Hermes bond manager Fraser Lundie is focusing on unpopular sectors such as mining debt, in the hope contrarian positions can protect him from potential bond market illiquidity.

Mr Lundie, who runs the £492m Hermes Multi Strategy Credit fund, has recently bought debt issued by gold miner Barrick Gold, having added a position in Russian steel and mining company Severstal earlier this year.

Mr Lundie said: “We do like areas that equities don’t like because there is not much visibility, such as metals, miners, speciality chemical players, gold producers and certain parts of steel.

“We like emerging market investment-grade debt. A lot of that area is export driven.”

A presence in less popular markets also enables the managers to dodge more crowded trades favoured by peers, Mr Lundie added. He said he is more likely to find buyer demand in times of market stress from a less-crowded market.

“[It’s] pretty out of consensus,” he said. “The consensus is towards Europe. Given the liquidity problems in credit, I would rather get stuff wrong where nobody else is, rather than get it wrong where everybody is.”

He added: “We don’t like taking complexity or illiquidity premiums. We don’t buy distressed credit or asset-backed securities. We are taking a view on more liquid credit.”

The manager is also considering opportunities in the US healthcare space, after comments made by US presidential candidate Hillary Clinton prompted a sell-off in the area.

During her election campaign, Ms Clinton pledged to ensure savings from healthcare reforms benefited “families, not just insurance companies, drug companies and large corporations”.

Mr Lundie said: “We are looking at the US healthcare space, which has fallen on Hillary Clinton’s comments about restricting pricing power.

“Some companies have been sold off but are unaffected [in terms of their business models]. We are looking at that, but haven’t done anything yet.”

In spite of favouring contrarian positions, the manager is keen to avoid debt from companies that could be hit by a Chinese slowdown and a strong dollar.

“There were a number of bearish trades in global hard technology – PC makers and semiconductors,” the manager said.

“That relates to their exposure to China.
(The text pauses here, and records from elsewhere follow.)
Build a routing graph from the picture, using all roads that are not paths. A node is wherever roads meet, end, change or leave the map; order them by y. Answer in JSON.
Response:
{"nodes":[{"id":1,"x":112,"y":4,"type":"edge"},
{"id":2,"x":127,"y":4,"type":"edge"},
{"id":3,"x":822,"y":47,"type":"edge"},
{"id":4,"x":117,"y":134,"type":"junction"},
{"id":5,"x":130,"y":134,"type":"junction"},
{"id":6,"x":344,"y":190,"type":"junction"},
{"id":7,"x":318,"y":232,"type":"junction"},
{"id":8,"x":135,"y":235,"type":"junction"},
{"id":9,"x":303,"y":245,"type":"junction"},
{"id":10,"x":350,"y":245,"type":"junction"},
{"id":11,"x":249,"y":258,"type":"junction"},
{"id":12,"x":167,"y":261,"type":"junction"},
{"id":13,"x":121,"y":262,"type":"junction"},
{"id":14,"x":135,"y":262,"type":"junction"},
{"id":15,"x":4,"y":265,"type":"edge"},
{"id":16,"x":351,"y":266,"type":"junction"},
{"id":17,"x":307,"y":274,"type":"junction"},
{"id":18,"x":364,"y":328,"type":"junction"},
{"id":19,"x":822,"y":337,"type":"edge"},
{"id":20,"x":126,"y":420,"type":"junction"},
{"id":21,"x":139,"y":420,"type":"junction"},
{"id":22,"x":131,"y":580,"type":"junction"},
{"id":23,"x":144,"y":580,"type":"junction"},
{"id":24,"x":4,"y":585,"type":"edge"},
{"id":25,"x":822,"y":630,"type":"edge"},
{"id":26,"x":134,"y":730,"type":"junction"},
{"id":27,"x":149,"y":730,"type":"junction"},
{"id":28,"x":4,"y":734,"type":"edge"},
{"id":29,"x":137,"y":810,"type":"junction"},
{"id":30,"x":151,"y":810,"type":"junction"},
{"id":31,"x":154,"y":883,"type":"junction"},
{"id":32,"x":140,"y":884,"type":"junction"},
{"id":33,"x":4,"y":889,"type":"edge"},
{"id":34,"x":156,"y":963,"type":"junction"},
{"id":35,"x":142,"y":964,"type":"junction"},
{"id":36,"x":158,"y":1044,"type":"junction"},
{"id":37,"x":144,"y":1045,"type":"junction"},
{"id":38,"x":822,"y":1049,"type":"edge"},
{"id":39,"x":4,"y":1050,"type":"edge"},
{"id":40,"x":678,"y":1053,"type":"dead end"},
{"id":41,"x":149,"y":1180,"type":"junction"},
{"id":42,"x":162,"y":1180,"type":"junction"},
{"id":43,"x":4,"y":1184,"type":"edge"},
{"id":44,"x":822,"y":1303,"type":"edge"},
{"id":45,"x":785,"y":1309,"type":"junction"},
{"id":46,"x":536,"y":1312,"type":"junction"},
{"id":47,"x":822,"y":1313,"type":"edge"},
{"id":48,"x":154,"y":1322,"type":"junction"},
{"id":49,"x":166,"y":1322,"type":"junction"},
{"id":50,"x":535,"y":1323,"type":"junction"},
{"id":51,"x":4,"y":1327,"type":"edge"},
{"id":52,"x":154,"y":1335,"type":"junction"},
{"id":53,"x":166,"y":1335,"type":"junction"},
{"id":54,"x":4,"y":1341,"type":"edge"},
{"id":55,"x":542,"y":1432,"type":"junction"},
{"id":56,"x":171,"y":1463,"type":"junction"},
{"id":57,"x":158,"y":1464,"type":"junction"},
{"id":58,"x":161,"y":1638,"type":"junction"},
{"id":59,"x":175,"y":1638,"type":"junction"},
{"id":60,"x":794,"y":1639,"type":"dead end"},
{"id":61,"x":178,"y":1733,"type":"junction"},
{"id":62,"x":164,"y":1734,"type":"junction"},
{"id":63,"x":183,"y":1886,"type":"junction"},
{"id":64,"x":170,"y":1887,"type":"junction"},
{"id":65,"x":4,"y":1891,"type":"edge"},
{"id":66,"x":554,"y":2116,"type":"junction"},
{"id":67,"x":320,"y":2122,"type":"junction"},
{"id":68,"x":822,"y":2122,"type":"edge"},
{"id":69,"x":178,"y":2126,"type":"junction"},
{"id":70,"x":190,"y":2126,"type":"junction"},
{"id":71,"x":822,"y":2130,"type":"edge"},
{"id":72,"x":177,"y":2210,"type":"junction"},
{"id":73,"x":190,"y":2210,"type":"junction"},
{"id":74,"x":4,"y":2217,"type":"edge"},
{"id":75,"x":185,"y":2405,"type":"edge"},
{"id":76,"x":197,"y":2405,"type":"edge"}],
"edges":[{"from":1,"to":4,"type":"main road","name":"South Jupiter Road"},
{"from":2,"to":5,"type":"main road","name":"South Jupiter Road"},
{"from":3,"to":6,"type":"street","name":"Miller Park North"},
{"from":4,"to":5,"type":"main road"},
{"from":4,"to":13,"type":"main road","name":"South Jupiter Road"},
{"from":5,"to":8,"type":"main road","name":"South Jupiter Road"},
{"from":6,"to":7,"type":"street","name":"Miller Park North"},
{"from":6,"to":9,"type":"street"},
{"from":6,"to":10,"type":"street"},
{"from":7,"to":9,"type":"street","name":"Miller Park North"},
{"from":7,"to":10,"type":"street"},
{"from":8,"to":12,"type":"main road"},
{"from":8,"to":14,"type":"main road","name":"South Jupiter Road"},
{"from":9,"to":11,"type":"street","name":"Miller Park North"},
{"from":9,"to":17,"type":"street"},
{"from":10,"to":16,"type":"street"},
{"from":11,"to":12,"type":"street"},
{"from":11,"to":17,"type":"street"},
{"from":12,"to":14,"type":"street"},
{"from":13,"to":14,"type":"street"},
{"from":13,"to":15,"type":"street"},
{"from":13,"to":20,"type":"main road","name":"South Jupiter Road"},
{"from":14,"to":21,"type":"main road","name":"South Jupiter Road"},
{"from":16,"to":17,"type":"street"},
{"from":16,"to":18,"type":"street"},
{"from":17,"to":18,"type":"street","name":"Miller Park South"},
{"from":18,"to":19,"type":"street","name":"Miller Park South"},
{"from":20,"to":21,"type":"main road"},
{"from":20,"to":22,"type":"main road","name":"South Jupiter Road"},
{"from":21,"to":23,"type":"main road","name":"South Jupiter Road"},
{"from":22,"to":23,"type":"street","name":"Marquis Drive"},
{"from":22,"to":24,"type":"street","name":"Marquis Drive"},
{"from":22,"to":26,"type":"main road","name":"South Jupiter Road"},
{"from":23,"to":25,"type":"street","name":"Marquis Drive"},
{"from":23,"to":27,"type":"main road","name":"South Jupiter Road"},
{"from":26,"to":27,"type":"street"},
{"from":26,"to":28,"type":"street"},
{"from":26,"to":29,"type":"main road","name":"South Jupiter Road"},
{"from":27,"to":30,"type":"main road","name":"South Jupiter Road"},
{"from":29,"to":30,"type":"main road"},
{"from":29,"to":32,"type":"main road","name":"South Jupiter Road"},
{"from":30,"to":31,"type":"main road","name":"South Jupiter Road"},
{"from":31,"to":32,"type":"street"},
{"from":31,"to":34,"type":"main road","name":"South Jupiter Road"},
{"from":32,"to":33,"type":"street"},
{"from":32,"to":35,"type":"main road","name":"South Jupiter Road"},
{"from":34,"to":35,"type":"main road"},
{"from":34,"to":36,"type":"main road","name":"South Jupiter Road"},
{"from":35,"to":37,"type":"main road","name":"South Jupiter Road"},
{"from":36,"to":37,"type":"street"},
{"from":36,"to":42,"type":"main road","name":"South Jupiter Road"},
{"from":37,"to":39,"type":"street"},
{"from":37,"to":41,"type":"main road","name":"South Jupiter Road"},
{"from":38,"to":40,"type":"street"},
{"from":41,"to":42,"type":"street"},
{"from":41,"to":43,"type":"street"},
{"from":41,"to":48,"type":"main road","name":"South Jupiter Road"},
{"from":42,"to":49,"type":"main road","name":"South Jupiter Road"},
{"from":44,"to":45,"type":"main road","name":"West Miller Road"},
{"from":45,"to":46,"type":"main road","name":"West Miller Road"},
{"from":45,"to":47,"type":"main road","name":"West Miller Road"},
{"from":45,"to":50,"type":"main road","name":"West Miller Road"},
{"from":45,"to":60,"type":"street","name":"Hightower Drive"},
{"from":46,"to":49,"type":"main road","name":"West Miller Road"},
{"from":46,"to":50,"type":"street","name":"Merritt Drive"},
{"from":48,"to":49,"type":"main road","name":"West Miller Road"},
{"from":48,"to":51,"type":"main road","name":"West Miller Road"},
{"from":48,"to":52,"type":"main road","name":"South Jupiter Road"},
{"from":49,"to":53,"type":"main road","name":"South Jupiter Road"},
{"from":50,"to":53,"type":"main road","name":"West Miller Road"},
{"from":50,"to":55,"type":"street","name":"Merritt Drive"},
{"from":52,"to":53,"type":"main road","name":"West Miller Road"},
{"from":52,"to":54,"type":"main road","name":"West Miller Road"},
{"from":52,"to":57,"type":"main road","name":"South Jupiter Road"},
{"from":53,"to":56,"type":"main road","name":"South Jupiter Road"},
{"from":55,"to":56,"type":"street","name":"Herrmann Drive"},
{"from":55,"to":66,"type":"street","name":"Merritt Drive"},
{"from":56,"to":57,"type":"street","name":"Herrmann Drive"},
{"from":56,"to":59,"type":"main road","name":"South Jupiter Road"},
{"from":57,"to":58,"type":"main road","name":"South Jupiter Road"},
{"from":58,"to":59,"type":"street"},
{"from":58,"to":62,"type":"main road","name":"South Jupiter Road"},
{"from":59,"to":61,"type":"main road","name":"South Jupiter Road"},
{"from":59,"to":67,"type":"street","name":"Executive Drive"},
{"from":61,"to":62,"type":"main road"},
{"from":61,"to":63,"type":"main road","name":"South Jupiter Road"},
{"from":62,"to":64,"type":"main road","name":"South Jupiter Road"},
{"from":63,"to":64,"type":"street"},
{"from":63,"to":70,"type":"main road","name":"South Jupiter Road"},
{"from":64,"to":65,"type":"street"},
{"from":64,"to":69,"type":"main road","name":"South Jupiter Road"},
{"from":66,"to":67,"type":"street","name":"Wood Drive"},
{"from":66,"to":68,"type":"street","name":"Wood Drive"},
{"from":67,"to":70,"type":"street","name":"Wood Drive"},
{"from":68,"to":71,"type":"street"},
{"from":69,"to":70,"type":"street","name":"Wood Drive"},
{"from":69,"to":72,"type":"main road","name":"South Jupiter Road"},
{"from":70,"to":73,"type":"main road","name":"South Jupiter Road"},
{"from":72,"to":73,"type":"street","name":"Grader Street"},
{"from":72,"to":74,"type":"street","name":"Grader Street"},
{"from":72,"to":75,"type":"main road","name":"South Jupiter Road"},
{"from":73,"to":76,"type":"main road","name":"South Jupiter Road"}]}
They also don’t behave well with a strong dollar and don’t have much cashflow. We don’t like companies like Dell, NXP Semiconductors and STMicroelectronics.”

Furthermore, the manager’s concerns about the strength of the global economic recovery have led him to remain skewed towards quality issuance across his portfolio.
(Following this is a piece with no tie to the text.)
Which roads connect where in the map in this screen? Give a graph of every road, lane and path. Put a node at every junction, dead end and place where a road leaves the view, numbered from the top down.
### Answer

He said: “We are still pretty heavy on quality. We have concerns that recovery will not be as strong as in the past.

“In recent years large-cap companies have chosen to buy back stock rather than invest – there is less of a likelihood they will bid for a distressed factory, for example. That’s hitting recovery rates, as well as the fact there is no growth.

“Some of the defaults we will see will be in distressed sectors like energy. There aren’t any players in energy that want to buy a bankrupt company.”

According to FE Analytics the fund has returned 1.3 per cent over a year, compared to 1.4 per cent from the IA Sterling Strategic Bond sector.